J’entame une discussion avec lui afin de l’inciter à :

  • Tenir un atelier de découverte avec des utilisateurs types (basé sur les cas types d’utilisation de son produit) afin de mieux comprendre leurs besoins et d’en déduire un carnet, plutôt que d’attendre la fin (les essais) et de peut-être d’obtenir une rétroaction négative (trop tard);
  • Se définir une vision plus claire de la cible et la partager avec ses coéquipiers;
  • S’en tirer un carnet (au pis aller, une ébauche des composantes qui, itérativement, seront réalisées, testées et livrées);
  • Se donner un planning grossier permettant d’établir les grandes cibles des itérations en fonction des jalons à atteindre et de parfois mettre de la pression sur l’équipe;
  • Établir qui agira comme PO (peut-être son partenaire qui n’a pas les mains dans la réalisation).

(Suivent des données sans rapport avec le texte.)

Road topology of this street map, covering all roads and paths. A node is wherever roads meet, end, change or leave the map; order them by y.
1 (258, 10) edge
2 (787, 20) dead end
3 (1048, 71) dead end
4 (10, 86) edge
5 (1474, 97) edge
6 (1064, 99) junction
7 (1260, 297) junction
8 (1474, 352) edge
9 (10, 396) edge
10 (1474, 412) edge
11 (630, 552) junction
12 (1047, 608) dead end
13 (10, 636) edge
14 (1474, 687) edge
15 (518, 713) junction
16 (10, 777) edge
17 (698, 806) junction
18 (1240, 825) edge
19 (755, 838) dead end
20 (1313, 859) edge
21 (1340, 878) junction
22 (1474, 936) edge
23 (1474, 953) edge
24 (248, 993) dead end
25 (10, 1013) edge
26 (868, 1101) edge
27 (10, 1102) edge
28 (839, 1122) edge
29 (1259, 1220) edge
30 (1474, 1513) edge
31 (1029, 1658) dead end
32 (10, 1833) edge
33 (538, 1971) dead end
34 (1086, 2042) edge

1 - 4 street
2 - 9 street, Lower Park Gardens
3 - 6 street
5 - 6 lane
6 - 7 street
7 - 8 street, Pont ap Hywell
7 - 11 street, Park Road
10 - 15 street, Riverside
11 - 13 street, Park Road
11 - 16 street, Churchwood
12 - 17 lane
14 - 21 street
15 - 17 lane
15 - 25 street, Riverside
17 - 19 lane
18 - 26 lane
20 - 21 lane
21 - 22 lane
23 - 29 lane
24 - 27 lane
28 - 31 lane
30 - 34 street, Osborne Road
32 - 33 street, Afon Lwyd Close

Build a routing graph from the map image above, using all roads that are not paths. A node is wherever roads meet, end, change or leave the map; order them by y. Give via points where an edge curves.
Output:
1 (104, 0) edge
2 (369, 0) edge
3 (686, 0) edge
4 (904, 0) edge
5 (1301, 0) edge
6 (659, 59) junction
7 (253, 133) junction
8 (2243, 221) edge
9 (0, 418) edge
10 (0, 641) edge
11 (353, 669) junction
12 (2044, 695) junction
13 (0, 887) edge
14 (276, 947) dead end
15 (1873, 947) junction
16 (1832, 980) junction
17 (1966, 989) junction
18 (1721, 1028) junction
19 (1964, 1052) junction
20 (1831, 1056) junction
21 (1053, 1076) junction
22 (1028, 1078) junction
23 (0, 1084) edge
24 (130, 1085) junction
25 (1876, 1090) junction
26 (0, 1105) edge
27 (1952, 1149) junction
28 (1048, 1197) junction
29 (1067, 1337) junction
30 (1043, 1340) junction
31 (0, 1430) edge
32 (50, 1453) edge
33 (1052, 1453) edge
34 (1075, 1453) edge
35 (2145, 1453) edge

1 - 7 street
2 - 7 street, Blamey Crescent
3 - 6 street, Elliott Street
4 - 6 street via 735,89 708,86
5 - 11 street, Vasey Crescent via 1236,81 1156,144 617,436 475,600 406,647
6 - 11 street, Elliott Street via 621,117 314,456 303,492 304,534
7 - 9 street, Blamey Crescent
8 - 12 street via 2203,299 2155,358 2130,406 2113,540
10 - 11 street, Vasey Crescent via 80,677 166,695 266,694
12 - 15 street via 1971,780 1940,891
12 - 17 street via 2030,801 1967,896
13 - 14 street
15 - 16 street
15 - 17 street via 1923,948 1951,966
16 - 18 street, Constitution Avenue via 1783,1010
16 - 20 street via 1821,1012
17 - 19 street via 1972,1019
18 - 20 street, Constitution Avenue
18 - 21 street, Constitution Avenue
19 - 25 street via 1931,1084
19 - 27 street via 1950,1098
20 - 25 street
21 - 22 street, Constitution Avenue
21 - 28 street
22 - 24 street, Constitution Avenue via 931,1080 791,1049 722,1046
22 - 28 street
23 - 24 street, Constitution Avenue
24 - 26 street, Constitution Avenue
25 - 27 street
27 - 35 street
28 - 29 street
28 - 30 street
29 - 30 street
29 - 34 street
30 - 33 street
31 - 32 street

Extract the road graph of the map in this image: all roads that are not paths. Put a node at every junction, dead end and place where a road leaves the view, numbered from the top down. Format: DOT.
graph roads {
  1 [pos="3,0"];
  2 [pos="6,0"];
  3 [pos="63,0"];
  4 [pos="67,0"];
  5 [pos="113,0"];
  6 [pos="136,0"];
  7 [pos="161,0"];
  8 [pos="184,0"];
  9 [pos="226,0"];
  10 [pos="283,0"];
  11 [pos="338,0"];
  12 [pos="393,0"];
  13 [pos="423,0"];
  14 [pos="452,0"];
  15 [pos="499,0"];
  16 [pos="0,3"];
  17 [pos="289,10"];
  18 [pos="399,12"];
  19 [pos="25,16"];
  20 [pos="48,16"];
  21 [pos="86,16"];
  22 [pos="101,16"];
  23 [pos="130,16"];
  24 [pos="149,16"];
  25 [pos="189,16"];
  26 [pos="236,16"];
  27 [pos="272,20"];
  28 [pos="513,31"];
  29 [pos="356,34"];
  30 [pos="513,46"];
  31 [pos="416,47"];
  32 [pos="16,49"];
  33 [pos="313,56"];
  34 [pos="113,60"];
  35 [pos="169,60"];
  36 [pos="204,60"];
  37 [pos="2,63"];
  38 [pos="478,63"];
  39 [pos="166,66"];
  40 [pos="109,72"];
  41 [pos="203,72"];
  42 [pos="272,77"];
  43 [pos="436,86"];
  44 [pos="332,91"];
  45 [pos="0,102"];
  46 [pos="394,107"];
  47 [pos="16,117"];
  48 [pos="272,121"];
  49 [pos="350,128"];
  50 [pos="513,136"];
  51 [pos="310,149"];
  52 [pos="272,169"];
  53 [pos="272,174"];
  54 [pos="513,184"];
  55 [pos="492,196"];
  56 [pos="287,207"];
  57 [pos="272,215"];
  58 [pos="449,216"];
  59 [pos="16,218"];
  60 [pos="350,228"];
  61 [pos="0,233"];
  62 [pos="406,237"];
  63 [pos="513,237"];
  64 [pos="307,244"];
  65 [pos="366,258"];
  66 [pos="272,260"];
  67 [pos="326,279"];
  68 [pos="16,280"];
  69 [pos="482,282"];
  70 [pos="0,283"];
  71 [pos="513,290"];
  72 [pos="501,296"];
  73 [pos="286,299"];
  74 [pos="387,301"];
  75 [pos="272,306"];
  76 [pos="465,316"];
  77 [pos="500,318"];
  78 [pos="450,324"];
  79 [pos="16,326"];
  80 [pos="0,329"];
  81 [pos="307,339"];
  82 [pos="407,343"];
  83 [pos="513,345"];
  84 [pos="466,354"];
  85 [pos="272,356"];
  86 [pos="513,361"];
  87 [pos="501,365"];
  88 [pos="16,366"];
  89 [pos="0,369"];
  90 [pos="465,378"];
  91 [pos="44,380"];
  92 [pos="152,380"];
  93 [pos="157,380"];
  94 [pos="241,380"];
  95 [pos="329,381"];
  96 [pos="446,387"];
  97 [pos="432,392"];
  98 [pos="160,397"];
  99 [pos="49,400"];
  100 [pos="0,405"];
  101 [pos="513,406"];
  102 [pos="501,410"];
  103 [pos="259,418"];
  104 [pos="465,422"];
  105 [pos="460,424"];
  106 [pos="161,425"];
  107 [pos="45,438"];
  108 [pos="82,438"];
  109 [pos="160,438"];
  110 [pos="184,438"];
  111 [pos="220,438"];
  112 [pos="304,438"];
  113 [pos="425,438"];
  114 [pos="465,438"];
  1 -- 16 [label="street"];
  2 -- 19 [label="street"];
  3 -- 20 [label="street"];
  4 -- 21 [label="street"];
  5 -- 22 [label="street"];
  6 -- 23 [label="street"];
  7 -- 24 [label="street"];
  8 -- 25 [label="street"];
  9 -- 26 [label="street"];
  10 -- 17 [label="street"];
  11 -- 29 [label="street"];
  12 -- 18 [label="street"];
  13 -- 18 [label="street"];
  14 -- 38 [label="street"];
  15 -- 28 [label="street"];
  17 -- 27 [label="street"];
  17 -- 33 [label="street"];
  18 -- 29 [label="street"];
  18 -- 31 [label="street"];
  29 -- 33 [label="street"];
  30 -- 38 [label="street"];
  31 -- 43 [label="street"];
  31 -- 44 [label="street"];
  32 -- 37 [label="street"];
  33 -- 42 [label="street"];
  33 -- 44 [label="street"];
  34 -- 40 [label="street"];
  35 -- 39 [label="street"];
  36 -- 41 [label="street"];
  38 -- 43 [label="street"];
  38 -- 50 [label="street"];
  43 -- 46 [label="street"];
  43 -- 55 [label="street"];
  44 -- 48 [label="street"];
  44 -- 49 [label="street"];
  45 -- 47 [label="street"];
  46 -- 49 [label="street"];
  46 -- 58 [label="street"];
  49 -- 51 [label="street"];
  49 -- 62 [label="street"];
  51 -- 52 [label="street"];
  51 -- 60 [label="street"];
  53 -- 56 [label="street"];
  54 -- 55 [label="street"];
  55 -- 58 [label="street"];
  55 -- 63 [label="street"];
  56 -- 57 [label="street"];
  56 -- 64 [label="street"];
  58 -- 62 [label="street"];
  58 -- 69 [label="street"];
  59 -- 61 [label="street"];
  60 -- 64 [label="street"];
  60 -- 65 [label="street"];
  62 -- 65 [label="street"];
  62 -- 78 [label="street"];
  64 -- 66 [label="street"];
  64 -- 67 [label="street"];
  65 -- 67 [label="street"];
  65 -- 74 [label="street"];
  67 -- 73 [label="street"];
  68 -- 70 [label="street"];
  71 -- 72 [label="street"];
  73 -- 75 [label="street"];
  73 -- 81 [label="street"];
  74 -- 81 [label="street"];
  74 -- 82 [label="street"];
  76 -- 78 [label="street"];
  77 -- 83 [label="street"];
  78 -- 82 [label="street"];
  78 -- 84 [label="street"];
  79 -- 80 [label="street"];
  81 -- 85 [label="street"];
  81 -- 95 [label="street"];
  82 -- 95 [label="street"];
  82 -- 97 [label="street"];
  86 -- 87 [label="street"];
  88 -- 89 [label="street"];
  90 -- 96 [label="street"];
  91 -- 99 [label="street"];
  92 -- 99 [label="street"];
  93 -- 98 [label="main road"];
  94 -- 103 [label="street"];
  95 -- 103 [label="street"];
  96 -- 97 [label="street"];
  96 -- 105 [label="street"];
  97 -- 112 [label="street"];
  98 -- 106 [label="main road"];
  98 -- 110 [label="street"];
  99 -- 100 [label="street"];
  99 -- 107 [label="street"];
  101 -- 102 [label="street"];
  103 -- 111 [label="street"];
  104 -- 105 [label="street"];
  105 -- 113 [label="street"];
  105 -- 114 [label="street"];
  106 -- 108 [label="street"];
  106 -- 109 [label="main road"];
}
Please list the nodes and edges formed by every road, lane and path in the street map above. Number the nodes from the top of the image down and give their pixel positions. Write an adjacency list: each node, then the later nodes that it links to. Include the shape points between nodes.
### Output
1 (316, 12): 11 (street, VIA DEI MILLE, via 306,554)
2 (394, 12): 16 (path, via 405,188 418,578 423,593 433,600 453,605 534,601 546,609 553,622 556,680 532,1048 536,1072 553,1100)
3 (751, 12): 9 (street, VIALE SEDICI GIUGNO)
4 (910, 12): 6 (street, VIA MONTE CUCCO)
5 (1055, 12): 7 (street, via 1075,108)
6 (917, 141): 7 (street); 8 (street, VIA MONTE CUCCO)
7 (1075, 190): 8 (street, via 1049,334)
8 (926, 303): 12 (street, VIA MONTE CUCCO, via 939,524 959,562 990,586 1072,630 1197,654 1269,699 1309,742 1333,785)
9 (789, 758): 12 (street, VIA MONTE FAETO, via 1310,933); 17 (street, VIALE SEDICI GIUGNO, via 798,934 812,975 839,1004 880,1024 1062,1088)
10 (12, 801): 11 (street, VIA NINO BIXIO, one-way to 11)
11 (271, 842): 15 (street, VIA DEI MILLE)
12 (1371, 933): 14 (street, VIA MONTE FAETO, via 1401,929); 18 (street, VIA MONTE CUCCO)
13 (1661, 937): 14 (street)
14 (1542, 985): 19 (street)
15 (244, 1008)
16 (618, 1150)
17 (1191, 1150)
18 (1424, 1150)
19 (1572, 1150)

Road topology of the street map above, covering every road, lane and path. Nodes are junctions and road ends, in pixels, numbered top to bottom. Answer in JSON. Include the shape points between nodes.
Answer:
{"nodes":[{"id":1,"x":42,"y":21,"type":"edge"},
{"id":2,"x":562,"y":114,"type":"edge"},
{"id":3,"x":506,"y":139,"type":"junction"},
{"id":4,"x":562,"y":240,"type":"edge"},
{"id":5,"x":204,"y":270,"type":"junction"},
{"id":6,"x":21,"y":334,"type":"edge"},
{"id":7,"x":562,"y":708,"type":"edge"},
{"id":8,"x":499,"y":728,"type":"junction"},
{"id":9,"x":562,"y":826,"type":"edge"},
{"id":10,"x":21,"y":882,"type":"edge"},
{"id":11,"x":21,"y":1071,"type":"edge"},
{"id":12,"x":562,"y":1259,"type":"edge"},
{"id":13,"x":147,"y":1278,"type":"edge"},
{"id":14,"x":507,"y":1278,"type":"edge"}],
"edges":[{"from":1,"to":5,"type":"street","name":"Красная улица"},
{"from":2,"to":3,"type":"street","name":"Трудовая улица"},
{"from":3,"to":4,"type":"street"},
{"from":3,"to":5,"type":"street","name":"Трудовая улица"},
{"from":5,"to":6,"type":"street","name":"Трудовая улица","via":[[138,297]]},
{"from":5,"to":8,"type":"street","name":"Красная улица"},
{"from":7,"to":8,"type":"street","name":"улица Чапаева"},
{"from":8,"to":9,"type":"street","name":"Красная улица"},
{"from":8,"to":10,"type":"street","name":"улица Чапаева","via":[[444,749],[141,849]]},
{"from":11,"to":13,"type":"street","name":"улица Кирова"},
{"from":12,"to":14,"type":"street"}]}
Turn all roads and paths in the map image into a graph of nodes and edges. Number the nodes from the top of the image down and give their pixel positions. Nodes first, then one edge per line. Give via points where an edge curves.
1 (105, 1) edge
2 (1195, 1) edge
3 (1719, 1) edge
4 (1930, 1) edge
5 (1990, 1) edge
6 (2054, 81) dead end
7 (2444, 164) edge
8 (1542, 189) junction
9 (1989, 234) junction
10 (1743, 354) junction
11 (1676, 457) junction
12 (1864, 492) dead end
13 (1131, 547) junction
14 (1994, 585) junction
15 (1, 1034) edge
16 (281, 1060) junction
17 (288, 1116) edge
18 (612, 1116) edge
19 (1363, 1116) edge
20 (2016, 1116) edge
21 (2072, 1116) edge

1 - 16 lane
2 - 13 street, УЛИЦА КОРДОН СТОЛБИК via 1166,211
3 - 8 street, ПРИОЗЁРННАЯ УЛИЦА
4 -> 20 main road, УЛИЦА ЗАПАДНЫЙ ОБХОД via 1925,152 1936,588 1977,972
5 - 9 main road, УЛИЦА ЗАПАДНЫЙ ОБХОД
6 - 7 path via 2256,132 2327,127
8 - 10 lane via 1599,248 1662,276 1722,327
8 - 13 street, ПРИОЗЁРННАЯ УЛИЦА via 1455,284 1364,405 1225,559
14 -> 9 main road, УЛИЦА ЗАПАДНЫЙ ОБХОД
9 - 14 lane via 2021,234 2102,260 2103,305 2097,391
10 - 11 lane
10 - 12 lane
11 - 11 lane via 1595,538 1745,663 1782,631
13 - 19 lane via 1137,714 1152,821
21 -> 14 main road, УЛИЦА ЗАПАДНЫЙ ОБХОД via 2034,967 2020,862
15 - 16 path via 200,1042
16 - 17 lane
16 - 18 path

Évidemment, comme coach passionné du sujet, j’y vais trop fort et comprends vite que la bouchée est trop grosse.  Je tente de m’ajuster et d’agir comme caisse de résonance bihebdomadaire, lui permettant de mettre en place un suivi d’avancement, une rétroaction des avancées Agile, mais rapidement, le tout s’arrête.  Il n’y trouve pas l’intérêt et est préoccupé par l’avancement de son projet.  Et la distance n’aide évidemment pas.

J’AI appris une grande leçon :

  1. L’Agilité ne s’apprend pas en cascade (formation -> mise en pratique), mais de façon itérative, à travers de petits succès, au travers desquels on l’apprivoise doucement;
  2. Le coaching à distance est éminemment difficile, ne permet pas d’utiliser un tableau blanc pour mieux se comprendre et, surtout, implique des techniques différentes du coaching direct;
  3. Sans au moins une personne dans l’équipe qui en a le vécu (et qui agira comme multiplicateur), déployer une vraie approche Agile relève du défi (peut-être insurmontable) et exige un gros effort de coaching (plus que je ne m’y attendais et que je pouvais fournir à distance).

La bonne nouvelle, c’est que malgré tout ça, son projet avance bien, et que la perception de l’équipe de l’Agilité (première itération de l’adoption) est bonne !!!